** Opening Records block **

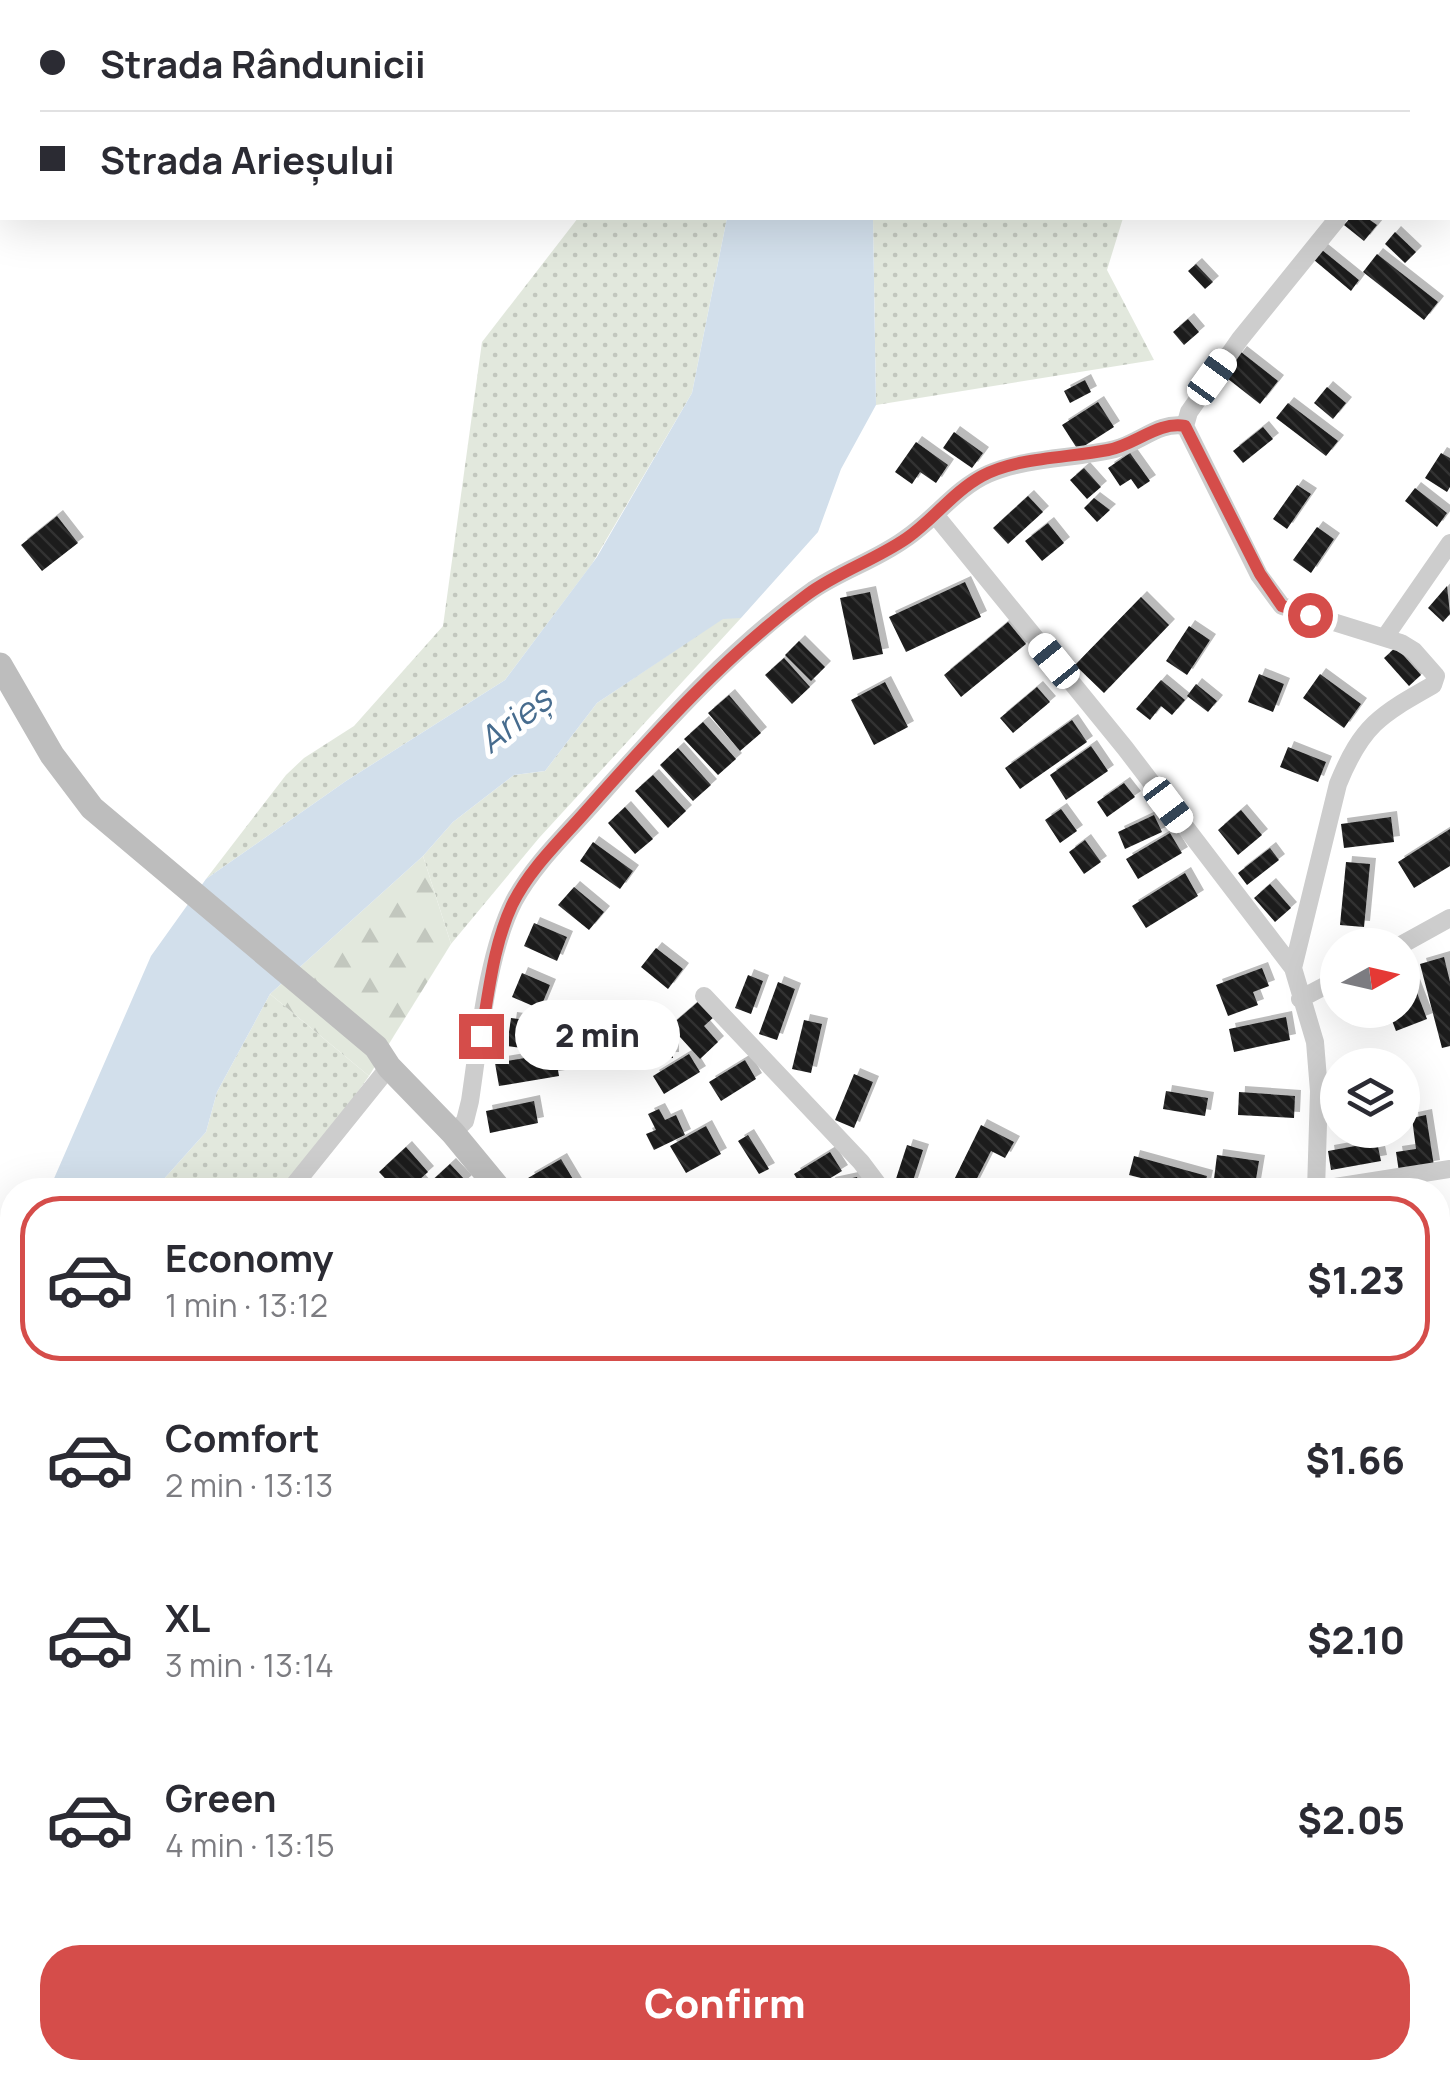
<!DOCTYPE html>
<html lang="en">
<head>
<meta charset="utf-8">
<style>
	body { margin:0; font-family:Manrope,sans-serif; background:#f7f7f7; color:#2b2b33; height:100vh; display:flex; flex-direction:column; font-size:38px; white-space:nowrap }
	* { box-sizing:border-box; margin:0 }
	p { font-size:32px; color:#7c7c81 }
	.icon { flex:none; width:55px; height:55px; fill:none; stroke:currentColor; stroke-width:2; stroke-linecap:round; stroke-linejoin:round }
	.map { position:relative; flex:1; overflow:hidden }
	.details { position:absolute; left:0px; top:1178px; width:1450px; height:902px; display:flex; flex-direction:column; background:#fff; border-radius:40px 40px 0 0; box-shadow:0 10px 40px #0002 }
	.details>* { flex:none }
	.top-card { position:absolute; left:0px; top:0px; width:1450px; height:220px; box-shadow:0 10px 40px #0002; display:grid; align-content:center; height:220px; padding:0 40px; background:#fff }
	.needle { width:65px; rotate:82deg }
	.fabs { position:absolute; left:1320px; top:928px; display:grid; gap:20px }
	.fabs a { display:grid; place-items:center; width:100px; height:100px; border-radius:50%; background:#fff; box-shadow:0 10px 40px #0002; font-size:50px }
	.end { position:absolute; width:45px; height:45px; margin:-22px; border:12px solid #d54d4a; background:#fff; box-shadow:0 0 0 5px #fff }
	.from { border-radius:50% }
	.bubble { position:absolute; height:70px; border-radius:35px; background:#fff; box-shadow:0 10px 40px #0002; font-size:32px; font-weight:800; line-height:70px; text-align:center }
	.car { position:absolute; width:30px; height:60px; margin:-30px -15px; border-radius:12px; box-shadow:0 0 8px 2px #0007; background:linear-gradient(#fff 24%,#345 0 40%,#fff 0 76%,#345 0 86%,#fff 0) }
	.top-card b { display:flex; align-items:center; gap:35px; height:95px; font-size:38px }
	.top-card b+b { border-top:2px solid #e1e1e2 }
	.top-card i { width:25px; height:25px; background:#2b2b33 }
	ul { padding:18px 0 0; list-style:none }
	li { display:flex; align-items:center; gap:30px; height:165px; margin:0 20px 15px; padding:0 20px; border:5px solid transparent; border-radius:40px }
	li div { flex:1 }
	li b { display:block; font-size:38px }
	li em { font-style:normal; font-weight:800 }
	li.on { border-color:#d54d4a }
	li>.icon { width:90px; height:90px; stroke-width:1.5 }
	.button { display:flex; gap:20px; margin-top:auto; padding:20px 40px }
	.button a { flex:1; height:115px; border-radius:40px; background:#d54d4a; color:#fff; font-size:40px; font-weight:800; line-height:115px; text-align:center }
	.map>svg:first-child { display:block }
	.grass { fill:url(#grass-dots) }
	.forest { fill:url(#forest-firs) }
	.park { fill:url(#park-tufts) }
	.water { fill:#d2dfeb }
	.lines { fill:none; stroke-linecap:round; stroke-linejoin:round }
	.stream { stroke:#d2dfeb; stroke-width:5 }
	.building { fill:url(#building-back-hatch); filter:url(#shadow) }
	.street { stroke:#cdcdcd; stroke-width:18 }
	.secondary { stroke:#bdbdbd; stroke-width:25 }
	.route { stroke:#d54d4a; stroke-width:12 }
	.labels { text-anchor:middle; stroke-width:10; stroke-linejoin:round; paint-order:stroke }
	.water-label { font-size:35px; font-style:italic; fill:#476c8e; stroke:#fff }
</style>
</head>
<body>
<div class="map">
<svg width="1450" height="2078" viewBox="0 0 1450 2078">
	<defs>
		<pattern id="grass-dots" width="8" height="8" patternUnits="userSpaceOnUse" patternTransform="scale(2.5)"><rect width="8" height="8" fill="#e2e8dd"/><path d="M2 2h.1M6 6h.1" fill="none" stroke="#c2c7be" stroke-width="1.8" stroke-linecap="round"/></pattern>
		<pattern id="forest-firs" width="22" height="20" patternUnits="userSpaceOnUse" patternTransform="scale(2.5)"><rect width="22" height="20" fill="#e2e8dd"/><path d="M5 1l3.5 6h-7zM16 11l3.5 6h-7z" fill="#c2c7be"/></pattern>
		<pattern id="park-tufts" width="24" height="20" patternUnits="userSpaceOnUse" patternTransform="scale(2.5)"><rect width="24" height="20" fill="#e2e8dd"/><path d="M3 7l-1-3M5 7V3M7 7l1-3M15 17l-1-3M17 17v-4M19 17l1-3" fill="none" stroke="#c2c7be"/></pattern>
		<pattern id="building-back-hatch" width="6" height="6" patternUnits="userSpaceOnUse" patternTransform="scale(2.5)"><rect width="6" height="6" fill="#1a1a1a"/><path d="M-1 5l2 2M0 0l6 6M5-1l2 2" fill="none" stroke="#333"/></pattern>
		<filter id="shadow"><feDropShadow dx="6" dy="-6" stdDeviation="0" flood-color="#0004"/></filter>
	</defs>
	<rect width="100%" height="100%" fill="#fff"/>
	<path class="grass" d="M578,218H727L692,393L592,564L505,680L346,781L206,879L286,775L304,758L354,726L443,626L482,342Z
		M873,218H1123L1107,270L1154,360L876,405Z
		M723,618H741L539,838L451,944L423,856L453,822L514,775L545,771L597,703Z
		M270,994L369,1076L288,1190H154L206,1132L217,1092Z
		M12,1444V1854L0,1859V1465Z"/>
	<path class="forest" d="M423,856L451,944L369,1076L270,994Z"/>
	<path class="park" d="M12,1566V1841L0,1844V1579Z"/>
	<path class="water" d="M727,218H873L876,405L841,469L818,532L741,618L723,619L597,703L545,771L514,775L453,822L423,856L270,994L217,1092L206,1132L154,1190H49L151,956L206,879L346,781L505,680L597,557L692,393Z
		M12,1250V1444L0,1465V1269Z"/>
	<g class="lines">
		<path class="stream" d="M1438,1933L1450,1952
			M667,2068L743,2074L785,2069
			M538,2078L556,2068"/>
	</g>
	<path class="building" d="M1350,218H1367L1377,225L1364,241L1344,225Z
		M1395,232L1416,252L1405,263L1385,244Z
		M1322,250L1359,280L1351,291L1314,260Z
		M1377,254L1438,302L1424,320L1363,272Z
		M1196,264L1213,282L1205,289L1188,271Z
		M1188,319L1199,332L1184,345L1173,332Z
		M1241,352L1278,381L1260,404L1223,375Z
		M1085,380L1091,392L1070,403L1064,391Z
		M1327,387L1346,403L1333,419L1314,403Z
		M1098,402L1114,427L1078,450L1062,425Z
		M1288,403L1338,441L1326,456L1276,418Z
		M1263,427L1273,439L1243,463L1233,451Z
		M954,432L983,453L972,468L943,448Z
		M916,442L948,465L936,483L920,472L912,484L895,472Z
		M1130,453L1150,481L1138,489L1131,479L1120,486L1108,468Z
		M1441,453L1450,458V487L1447,492L1425,478Z
		M1084,468L1101,487L1087,499L1070,480Z
		M1297,485L1311,494L1287,529L1273,519Z
		M1415,488L1447,513L1437,527L1405,501Z
		M1028,496L1043,512L1008,544L993,528Z
		M1094,498L1110,510L1097,522L1084,508Z
		M57,516L78,543L42,571L21,545Z
		M1048,523L1064,543L1042,561L1025,541Z
		M1317,527L1334,539L1311,573L1293,560Z
		M965,582L981,617L906,652L889,617Z
		M1447,586L1450,614L1443,622L1428,608Z
		M870,592L883,654L853,660L840,598Z
		M1141,597L1169,625L1104,693L1075,665Z
		M1008,622L1026,644L961,697L944,675Z
		M1189,626L1210,640L1187,675L1166,661Z
		M799,641L825,667L811,681L785,655Z
		M1396,647L1421,675L1409,686L1384,658Z
		M784,658L810,687L792,704L765,675Z
		M1259,674L1284,684L1273,712L1248,702Z
		M1320,674L1361,704L1344,728L1303,698Z
		M1161,680L1185,700L1172,715L1161,706L1150,720L1136,709Z
		M885,682L908,727L874,745L851,700Z
		M1196,684L1217,701L1208,712L1187,696Z
		M1037,687L1050,702L1013,733L1000,718Z
		M729,695L761,733L740,751L708,713Z
		M1072,720L1087,742L1020,789L1005,768Z
		M703,722L736,759L718,775L684,739Z
		M1091,746L1108,771L1066,800L1050,775Z
		M1288,747L1326,762L1318,782L1280,767Z
		M678,748L711,785L693,801L660,765Z
		M653,775L686,811L668,828L635,791Z
		M1124,783L1135,797L1107,817L1097,802Z
		M625,807L653,839L635,854L608,823Z
		M1061,809L1077,831L1060,843L1045,820Z
		M1241,810L1262,835L1238,855L1218,830Z
		M1154,815L1162,832L1125,849L1118,832Z
		M1391,817L1394,842L1344,848L1341,824Z
		M1450,829V866L1414,888L1398,862Z
		M1170,833L1182,853L1138,879L1126,859Z
		M1085,840L1101,862L1084,874L1069,852Z
		M593,842L633,871L620,889L580,861Z
		M1270,848L1279,860L1247,885L1238,873Z
		M1346,862L1370,864L1364,927L1340,925Z
		M1185,873L1198,896L1146,928L1132,906Z
		M1270,884L1291,908L1275,922L1254,898Z
		M574,887L604,912L589,930L558,905Z
		M534,923L567,937L557,961L524,946Z
		M656,948L683,969L668,989L641,967Z
		M1403,956L1427,1019L1396,1031L1388,1010H1402Z
		M1444,957L1450,982V1046L1442,1048L1420,964Z
		M1262,968L1269,986L1253,992L1258,1005L1228,1016L1216,985Z
		M522,973L550,985L540,1009L512,997Z
		M748,975L763,981L751,1014L735,1008Z
		M778,982L795,989L777,1040L759,1034Z
		M699,1001L714,1017L704,1026L718,1042L700,1059L670,1026Z
		M1286,1017L1290,1040L1234,1052L1229,1029Z
		M511,1018L548,1023L544,1051L507,1046Z
		M804,1020L822,1024L811,1073L792,1069Z
		M672,1030L673,1058L632,1059V1031Z
		M555,1053L559,1076L499,1086L495,1063Z
		M689,1054L700,1072L664,1094L653,1076Z
		M745,1060L756,1079L721,1101L709,1082Z
		M854,1074L873,1082L854,1128L835,1120Z
		M1166,1091L1208,1098L1205,1116L1163,1109Z
		M1239,1092L1295,1096L1294,1118L1238,1115Z
		M534,1101L538,1123L490,1133L486,1111Z
		M659,1109L665,1120L676,1115L685,1135L654,1150L646,1134L656,1130L648,1114Z
		M1426,1115L1434,1166L1399,1172L1396,1152L1416,1149L1412,1118Z
		M981,1125L1014,1142L1005,1158L991,1151L971,1190H958L951,1186Z
		M706,1126L721,1154L686,1173L670,1146Z
		M748,1135L769,1169L759,1174L738,1141Z
		M1377,1142L1381,1161L1331,1170L1328,1151Z
		M907,1145L923,1150L910,1190H900L893,1188Z
		M406,1147L428,1172L419,1180L425,1187L450,1164L466,1181L456,1190H396L379,1172Z
		M830,1152L842,1171L811,1190H804L794,1174Z
		M1217,1155L1259,1161L1255,1185L1214,1179Z
		M1134,1156L1207,1176L1204,1190H1189L1129,1175Z
		M561,1159L577,1186L571,1190H535L528,1178Z
		M857,1177L860,1190H831L829,1183Z
		M1450,1357V1414H1448L1438,1359Z
		M1438,1451L1450,1456V1476L1441,1504L1438,1503Z
		M1438,1603L1450,1607V1631L1438,1627Z
		M1450,1816V1844L1442,1849L1438,1843V1825Z
		M12,1875V1936L0,1941V1880Z
		M12,2051V2068H25L14,2078H0V2062Z"/>
	<g class="lines">
		<path class="street" d="M1448,93L1450,91
			M1185,426L1259,575L1282,606L1401,643L1414,651L1436,676L1433,685C1380,715 1362,725 1338,784L1293,968L1315,1042L1319,1091L1316,1190
			M1185,426L1189,412L1240,339L1338,218
			M936,516L1125,748L1293,968
			M1385,637L1450,543
			M1401,945L1450,918
			M704,996L861,1162L882,1190
			M1300,999L1338,979
			M453,1133L465,1121L470,1101C479,1041 487,954 514,901C533,866 563,837 590,807C658,731 729,649 813,590C843,570 876,560 905,539C935,519 956,488 988,474C1027,457 1074,459 1115,449C1140,443 1159,421 1185,426
			M290,1190L389,1067
			M1316,1190L1450,1169
			M1438,1589L1450,1591
			M1438,1857L1450,1873
			M0,1999L12,2017
			M1438,2031L1450,2024
			M48,2068L54,2078
			M87,2068L88,2078
			M1180,2068L1188,2078
			M189,2078L211,2068
			M1348,2078L1368,2068"/>
		<path class="secondary" d="M0,665L52,755L92,808L376,1047L389,1067L453,1133L500,1190
			M792,2068L797,2078"/>
	</g>
	<g class="lines">
		<path class="route" d="M481,1036C489,992 493,946 512,905C530,868 561,840 587,810C655,733 726,655 808,594C840,571 875,560 907,538C934,519 953,492 982,476C1018,457 1068,458 1108,450C1135,445 1158,421 1185,426L1260,574L1282,606L1310,615"/>
	</g>
	<g class="labels">
		<g class="water-label">
			<text transform="translate(515 720) rotate(-38)" y="12">Arieș</text>
		</g>
	</g>
</svg>
<div class="fabs">
<a><svg class="needle" viewBox="-14 -14 28 28"><path d="M0-13l5 13h-10z" fill="#e53935"/><path d="M0 13l5-13h-10z" fill="#7c7c81"/></svg></a>
<a><svg class="icon" aria-label="layers" viewBox="0 0 24 24"><path d="M12 4l9 5-9 5-9-5zM3 14l9 5 9-5"/></svg></a>
</div>
<i class="end from" style="left:1310px;top:615px"></i>
<i class="end" style="left:481px;top:1036px"></i>
<div class="bubble" style="left:515px;top:1000px;width:165px">2 min</div>
<i class="car" style="left:1212px;top:377px;rotate:36deg"></i>
<i class="car" style="left:1054px;top:661px;rotate:321deg"></i>
<i class="car" style="left:1168px;top:805px;rotate:143deg"></i>
<div class="top-card">
<b><i class="from"></i>Strada Rândunicii</b>
<b><i></i>Strada Arieșului</b>
</div>
<section class="details">
<ul>
<li class="on"><svg class="icon" aria-label="car" viewBox="0 0 24 24"><path d="M5 17H2v-5l4-1 3-4h7l3 4 3 1v5h-3M9 17h6M6 11h13"/><circle cx="7" cy="17" r="2"/><circle cx="17" cy="17" r="2"/></svg><div><b>Economy</b><p>1 min · 13:12</p></div><em>$1.23</em></li>
<li><svg class="icon" aria-label="car" viewBox="0 0 24 24"><path d="M5 17H2v-5l4-1 3-4h7l3 4 3 1v5h-3M9 17h6M6 11h13"/><circle cx="7" cy="17" r="2"/><circle cx="17" cy="17" r="2"/></svg><div><b>Comfort</b><p>2 min · 13:13</p></div><em>$1.66</em></li>
<li><svg class="icon" aria-label="car" viewBox="0 0 24 24"><path d="M5 17H2v-5l4-1 3-4h7l3 4 3 1v5h-3M9 17h6M6 11h13"/><circle cx="7" cy="17" r="2"/><circle cx="17" cy="17" r="2"/></svg><div><b>XL</b><p>3 min · 13:14</p></div><em>$2.10</em></li>
<li><svg class="icon" aria-label="car" viewBox="0 0 24 24"><path d="M5 17H2v-5l4-1 3-4h7l3 4 3 1v5h-3M9 17h6M6 11h13"/><circle cx="7" cy="17" r="2"/><circle cx="17" cy="17" r="2"/></svg><div><b>Green</b><p>4 min · 13:15</p></div><em>$2.05</em></li>
</ul>
<div class="button"><a>Confirm</a></div>
</section>
</div>
</body>
</html>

** Closing Records block **

Exercise instructions:
The expected output is the exact run of lines from the first line of the material above through the line that contains "position:absolute; height:70px; border-radius:35px;", minus any pictures.

Reply to the task:
<!DOCTYPE html>
<html lang="en">
<head>
<meta charset="utf-8">
<style>
	body { margin:0; font-family:Manrope,sans-serif; background:#f7f7f7; color:#2b2b33; height:100vh; display:flex; flex-direction:column; font-size:38px; white-space:nowrap }
	* { box-sizing:border-box; margin:0 }
	p { font-size:32px; color:#7c7c81 }
	.icon { flex:none; width:55px; height:55px; fill:none; stroke:currentColor; stroke-width:2; stroke-linecap:round; stroke-linejoin:round }
	.map { position:relative; flex:1; overflow:hidden }
	.details { position:absolute; left:0px; top:1178px; width:1450px; height:902px; display:flex; flex-direction:column; background:#fff; border-radius:40px 40px 0 0; box-shadow:0 10px 40px #0002 }
	.details>* { flex:none }
	.top-card { position:absolute; left:0px; top:0px; width:1450px; height:220px; box-shadow:0 10px 40px #0002; display:grid; align-content:center; height:220px; padding:0 40px; background:#fff }
	.needle { width:65px; rotate:82deg }
	.fabs { position:absolute; left:1320px; top:928px; display:grid; gap:20px }
	.fabs a { display:grid; place-items:center; width:100px; height:100px; border-radius:50%; background:#fff; box-shadow:0 10px 40px #0002; font-size:50px }
	.end { position:absolute; width:45px; height:45px; margin:-22px; border:12px solid #d54d4a; background:#fff; box-shadow:0 0 0 5px #fff }
	.from { border-radius:50% }
	.bubble { position:absolute; height:70px; border-radius:35px; background:#fff; box-shadow:0 10px 40px #0002; font-size:32px; font-weight:800; line-height:70px; text-align:center }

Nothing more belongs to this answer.